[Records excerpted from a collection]
##########
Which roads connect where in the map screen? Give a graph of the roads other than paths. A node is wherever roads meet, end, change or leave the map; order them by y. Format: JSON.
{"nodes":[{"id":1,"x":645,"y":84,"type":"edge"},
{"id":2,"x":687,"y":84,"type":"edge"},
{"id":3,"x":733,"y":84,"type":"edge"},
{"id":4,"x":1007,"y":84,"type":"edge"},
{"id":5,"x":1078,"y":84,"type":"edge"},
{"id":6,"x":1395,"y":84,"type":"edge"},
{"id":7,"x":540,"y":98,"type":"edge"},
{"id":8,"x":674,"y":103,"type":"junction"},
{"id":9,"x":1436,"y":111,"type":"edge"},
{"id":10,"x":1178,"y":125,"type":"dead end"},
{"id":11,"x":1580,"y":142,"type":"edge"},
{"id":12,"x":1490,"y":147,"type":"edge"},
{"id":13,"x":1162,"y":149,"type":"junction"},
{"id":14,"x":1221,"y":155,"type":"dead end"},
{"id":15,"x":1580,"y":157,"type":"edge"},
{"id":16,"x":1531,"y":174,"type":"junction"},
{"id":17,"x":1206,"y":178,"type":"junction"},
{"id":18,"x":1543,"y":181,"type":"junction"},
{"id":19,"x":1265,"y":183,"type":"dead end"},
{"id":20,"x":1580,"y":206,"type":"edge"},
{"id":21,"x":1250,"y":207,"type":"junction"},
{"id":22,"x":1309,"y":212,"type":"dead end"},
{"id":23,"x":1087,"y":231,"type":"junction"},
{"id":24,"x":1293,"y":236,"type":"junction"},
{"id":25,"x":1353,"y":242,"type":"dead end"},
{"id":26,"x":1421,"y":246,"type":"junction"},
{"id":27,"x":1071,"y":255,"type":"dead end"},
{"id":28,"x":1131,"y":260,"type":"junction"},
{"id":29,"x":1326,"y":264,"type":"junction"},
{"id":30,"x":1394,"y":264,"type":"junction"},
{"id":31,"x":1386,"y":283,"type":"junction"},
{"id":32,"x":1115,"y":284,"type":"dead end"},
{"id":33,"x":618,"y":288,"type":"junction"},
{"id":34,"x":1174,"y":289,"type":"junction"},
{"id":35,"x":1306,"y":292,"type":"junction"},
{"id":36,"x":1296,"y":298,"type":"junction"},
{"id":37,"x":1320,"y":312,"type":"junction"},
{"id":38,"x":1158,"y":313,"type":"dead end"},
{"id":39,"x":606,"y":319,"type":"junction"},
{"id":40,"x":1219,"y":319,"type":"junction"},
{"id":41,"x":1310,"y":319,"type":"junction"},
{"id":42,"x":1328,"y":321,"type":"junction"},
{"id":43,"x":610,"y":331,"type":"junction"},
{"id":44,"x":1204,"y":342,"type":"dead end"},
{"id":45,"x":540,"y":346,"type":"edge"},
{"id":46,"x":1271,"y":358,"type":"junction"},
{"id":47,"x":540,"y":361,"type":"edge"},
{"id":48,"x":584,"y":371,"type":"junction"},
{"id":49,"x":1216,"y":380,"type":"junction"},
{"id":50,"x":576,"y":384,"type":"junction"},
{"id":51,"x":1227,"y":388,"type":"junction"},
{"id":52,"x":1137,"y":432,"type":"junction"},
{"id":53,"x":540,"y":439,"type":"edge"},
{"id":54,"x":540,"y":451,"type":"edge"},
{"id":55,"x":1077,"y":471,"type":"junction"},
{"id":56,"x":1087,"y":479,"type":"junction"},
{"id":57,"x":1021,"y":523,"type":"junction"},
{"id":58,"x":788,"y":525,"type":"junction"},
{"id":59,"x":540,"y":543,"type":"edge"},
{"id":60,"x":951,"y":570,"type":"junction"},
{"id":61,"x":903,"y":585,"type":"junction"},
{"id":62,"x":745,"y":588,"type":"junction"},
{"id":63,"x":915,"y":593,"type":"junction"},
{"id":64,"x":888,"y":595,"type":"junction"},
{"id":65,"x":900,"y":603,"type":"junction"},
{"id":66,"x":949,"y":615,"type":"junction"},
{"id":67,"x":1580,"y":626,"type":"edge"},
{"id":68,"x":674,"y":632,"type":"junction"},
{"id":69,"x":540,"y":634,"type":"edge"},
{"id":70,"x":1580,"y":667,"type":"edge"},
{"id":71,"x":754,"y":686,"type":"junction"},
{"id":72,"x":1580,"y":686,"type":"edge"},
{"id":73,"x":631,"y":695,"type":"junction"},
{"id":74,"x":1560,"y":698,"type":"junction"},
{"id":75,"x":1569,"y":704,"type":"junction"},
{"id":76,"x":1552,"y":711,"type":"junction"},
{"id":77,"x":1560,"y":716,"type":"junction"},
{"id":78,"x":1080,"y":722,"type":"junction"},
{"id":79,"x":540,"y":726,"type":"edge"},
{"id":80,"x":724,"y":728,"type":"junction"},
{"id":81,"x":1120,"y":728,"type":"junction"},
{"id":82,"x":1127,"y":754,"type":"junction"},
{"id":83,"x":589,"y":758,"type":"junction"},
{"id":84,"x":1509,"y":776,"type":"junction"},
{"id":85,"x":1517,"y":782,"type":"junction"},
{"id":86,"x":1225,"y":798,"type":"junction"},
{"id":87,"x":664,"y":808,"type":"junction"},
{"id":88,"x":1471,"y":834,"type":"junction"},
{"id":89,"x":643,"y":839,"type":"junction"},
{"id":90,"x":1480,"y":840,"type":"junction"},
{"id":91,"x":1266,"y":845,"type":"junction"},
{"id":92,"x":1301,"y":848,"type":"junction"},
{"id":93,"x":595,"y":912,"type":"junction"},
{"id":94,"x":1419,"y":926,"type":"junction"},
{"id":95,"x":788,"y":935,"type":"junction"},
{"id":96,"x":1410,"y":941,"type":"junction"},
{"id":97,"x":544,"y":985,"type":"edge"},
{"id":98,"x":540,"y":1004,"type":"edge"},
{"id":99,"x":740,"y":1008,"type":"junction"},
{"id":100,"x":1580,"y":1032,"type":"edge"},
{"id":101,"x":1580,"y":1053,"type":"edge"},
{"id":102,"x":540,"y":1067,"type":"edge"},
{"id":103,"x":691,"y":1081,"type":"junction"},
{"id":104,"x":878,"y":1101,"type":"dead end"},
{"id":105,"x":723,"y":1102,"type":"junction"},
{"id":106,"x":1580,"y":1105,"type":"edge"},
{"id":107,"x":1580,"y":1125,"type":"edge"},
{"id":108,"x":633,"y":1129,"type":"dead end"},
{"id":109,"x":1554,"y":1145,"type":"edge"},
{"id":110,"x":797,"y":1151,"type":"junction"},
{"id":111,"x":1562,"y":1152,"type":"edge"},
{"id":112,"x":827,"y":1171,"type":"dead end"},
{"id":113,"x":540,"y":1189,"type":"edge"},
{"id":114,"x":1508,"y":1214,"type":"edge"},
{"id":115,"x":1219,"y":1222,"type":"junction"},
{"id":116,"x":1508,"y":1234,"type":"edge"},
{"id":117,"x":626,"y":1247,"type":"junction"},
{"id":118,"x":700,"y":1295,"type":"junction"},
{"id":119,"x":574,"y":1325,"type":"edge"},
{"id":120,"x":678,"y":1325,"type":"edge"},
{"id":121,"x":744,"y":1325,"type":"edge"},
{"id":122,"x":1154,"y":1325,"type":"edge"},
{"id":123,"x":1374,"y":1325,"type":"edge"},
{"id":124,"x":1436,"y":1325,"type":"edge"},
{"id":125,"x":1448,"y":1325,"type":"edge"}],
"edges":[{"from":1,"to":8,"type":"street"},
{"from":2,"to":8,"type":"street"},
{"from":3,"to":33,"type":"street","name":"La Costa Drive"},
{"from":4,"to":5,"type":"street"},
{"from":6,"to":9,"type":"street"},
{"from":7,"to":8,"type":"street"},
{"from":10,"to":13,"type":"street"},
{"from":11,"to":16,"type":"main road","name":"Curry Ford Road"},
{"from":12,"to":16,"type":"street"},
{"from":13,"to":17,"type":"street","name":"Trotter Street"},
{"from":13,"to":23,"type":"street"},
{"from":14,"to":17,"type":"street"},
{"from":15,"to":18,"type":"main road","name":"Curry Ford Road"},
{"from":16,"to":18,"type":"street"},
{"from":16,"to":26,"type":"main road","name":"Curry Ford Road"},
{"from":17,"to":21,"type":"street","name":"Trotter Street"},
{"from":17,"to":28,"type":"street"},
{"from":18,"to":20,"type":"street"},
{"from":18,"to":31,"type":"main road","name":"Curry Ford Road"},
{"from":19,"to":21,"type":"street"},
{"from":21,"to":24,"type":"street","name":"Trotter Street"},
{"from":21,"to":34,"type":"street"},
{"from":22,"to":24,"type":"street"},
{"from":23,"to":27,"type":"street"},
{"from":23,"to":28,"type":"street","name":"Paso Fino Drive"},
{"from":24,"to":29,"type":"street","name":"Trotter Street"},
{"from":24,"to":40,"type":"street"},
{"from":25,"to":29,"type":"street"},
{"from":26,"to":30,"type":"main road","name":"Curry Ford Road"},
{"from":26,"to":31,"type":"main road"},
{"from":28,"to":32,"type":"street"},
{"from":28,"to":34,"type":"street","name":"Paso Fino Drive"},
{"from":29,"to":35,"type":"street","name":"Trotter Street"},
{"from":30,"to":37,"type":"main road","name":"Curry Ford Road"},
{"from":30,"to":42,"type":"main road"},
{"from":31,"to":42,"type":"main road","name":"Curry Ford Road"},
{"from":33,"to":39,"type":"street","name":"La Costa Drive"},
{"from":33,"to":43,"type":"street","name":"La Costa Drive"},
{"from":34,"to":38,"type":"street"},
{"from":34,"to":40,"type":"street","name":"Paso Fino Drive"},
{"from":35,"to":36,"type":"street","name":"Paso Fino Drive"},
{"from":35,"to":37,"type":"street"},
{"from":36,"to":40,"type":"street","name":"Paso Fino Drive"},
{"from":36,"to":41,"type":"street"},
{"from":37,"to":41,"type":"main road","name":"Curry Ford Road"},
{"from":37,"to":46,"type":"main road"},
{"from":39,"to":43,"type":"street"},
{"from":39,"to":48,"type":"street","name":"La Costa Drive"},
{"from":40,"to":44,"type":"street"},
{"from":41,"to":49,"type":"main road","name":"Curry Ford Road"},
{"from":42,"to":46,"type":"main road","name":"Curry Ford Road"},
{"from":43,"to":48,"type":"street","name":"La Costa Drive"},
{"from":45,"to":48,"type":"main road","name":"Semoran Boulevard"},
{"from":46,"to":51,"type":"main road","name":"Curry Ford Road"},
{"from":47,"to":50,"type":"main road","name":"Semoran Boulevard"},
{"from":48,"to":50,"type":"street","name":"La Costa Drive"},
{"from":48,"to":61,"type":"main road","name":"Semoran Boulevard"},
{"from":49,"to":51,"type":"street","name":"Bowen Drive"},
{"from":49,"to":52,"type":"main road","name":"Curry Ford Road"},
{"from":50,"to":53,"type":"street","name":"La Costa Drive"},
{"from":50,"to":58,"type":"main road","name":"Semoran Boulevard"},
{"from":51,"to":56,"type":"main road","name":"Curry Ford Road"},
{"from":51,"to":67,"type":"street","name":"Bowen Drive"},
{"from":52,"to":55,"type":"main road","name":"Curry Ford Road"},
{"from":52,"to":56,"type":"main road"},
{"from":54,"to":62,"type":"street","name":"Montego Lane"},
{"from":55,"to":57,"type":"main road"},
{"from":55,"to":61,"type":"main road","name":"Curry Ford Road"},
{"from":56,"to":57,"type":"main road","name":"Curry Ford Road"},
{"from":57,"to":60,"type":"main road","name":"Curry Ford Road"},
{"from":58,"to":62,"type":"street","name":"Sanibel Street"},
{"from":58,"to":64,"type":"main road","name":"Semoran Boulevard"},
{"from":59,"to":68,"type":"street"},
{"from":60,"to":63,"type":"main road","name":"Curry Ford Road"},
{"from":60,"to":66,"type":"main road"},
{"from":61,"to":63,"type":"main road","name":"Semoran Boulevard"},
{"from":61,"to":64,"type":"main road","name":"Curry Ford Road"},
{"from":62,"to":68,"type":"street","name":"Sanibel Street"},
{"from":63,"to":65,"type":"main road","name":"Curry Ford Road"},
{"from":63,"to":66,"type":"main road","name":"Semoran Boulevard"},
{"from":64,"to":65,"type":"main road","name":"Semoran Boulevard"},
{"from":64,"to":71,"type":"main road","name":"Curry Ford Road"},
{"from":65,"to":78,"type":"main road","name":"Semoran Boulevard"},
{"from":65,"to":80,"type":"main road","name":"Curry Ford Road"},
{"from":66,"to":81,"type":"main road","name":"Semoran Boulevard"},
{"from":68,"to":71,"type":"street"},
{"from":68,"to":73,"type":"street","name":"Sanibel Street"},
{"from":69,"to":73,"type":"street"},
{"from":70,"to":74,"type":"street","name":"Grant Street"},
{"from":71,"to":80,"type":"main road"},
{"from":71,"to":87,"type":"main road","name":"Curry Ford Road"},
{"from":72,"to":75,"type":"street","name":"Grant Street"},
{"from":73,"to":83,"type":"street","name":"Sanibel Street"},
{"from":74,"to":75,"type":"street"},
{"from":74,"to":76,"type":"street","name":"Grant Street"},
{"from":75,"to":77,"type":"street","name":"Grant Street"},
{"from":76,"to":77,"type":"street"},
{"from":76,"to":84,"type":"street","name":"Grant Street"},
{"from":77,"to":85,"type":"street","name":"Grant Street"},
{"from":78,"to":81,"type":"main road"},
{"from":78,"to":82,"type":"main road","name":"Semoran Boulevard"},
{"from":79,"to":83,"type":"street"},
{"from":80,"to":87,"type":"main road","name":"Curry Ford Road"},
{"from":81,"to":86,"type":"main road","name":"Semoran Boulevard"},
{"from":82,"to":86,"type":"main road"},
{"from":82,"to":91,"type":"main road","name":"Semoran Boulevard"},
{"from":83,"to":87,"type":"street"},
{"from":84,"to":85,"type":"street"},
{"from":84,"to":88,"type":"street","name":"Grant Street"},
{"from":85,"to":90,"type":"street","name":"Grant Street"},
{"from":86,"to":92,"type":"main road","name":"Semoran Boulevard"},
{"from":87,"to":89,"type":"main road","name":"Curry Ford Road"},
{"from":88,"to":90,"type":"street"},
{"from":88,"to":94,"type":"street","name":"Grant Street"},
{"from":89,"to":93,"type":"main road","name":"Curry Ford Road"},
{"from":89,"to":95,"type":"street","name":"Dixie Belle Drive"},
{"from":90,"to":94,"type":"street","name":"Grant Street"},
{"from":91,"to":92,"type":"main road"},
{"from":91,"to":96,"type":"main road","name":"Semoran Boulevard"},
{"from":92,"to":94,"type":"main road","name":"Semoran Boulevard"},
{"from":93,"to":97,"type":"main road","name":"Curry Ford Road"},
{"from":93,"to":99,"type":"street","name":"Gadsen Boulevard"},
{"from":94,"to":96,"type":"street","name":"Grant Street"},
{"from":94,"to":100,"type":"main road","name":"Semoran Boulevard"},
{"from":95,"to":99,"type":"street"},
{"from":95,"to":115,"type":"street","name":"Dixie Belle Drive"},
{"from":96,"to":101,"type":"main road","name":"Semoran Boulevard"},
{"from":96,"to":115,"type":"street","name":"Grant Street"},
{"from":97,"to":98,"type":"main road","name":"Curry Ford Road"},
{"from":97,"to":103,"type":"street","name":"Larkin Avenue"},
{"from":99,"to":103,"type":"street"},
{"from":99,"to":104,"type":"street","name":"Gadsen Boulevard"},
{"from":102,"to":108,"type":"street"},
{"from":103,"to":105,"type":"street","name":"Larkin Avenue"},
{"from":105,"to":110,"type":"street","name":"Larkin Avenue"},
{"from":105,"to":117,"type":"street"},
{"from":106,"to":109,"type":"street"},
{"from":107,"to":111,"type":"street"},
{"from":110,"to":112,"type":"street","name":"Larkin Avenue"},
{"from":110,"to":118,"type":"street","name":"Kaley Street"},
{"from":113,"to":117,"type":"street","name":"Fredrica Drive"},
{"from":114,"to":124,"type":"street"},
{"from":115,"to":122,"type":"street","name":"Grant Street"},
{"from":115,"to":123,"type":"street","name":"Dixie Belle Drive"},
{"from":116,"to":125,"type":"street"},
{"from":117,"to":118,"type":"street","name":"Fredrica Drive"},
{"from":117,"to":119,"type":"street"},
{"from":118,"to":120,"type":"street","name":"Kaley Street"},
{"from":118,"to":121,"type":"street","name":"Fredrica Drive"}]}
##########
Whenever a line in the data above contains the word "Gadsen", include it in the tally, and report only the final number.

2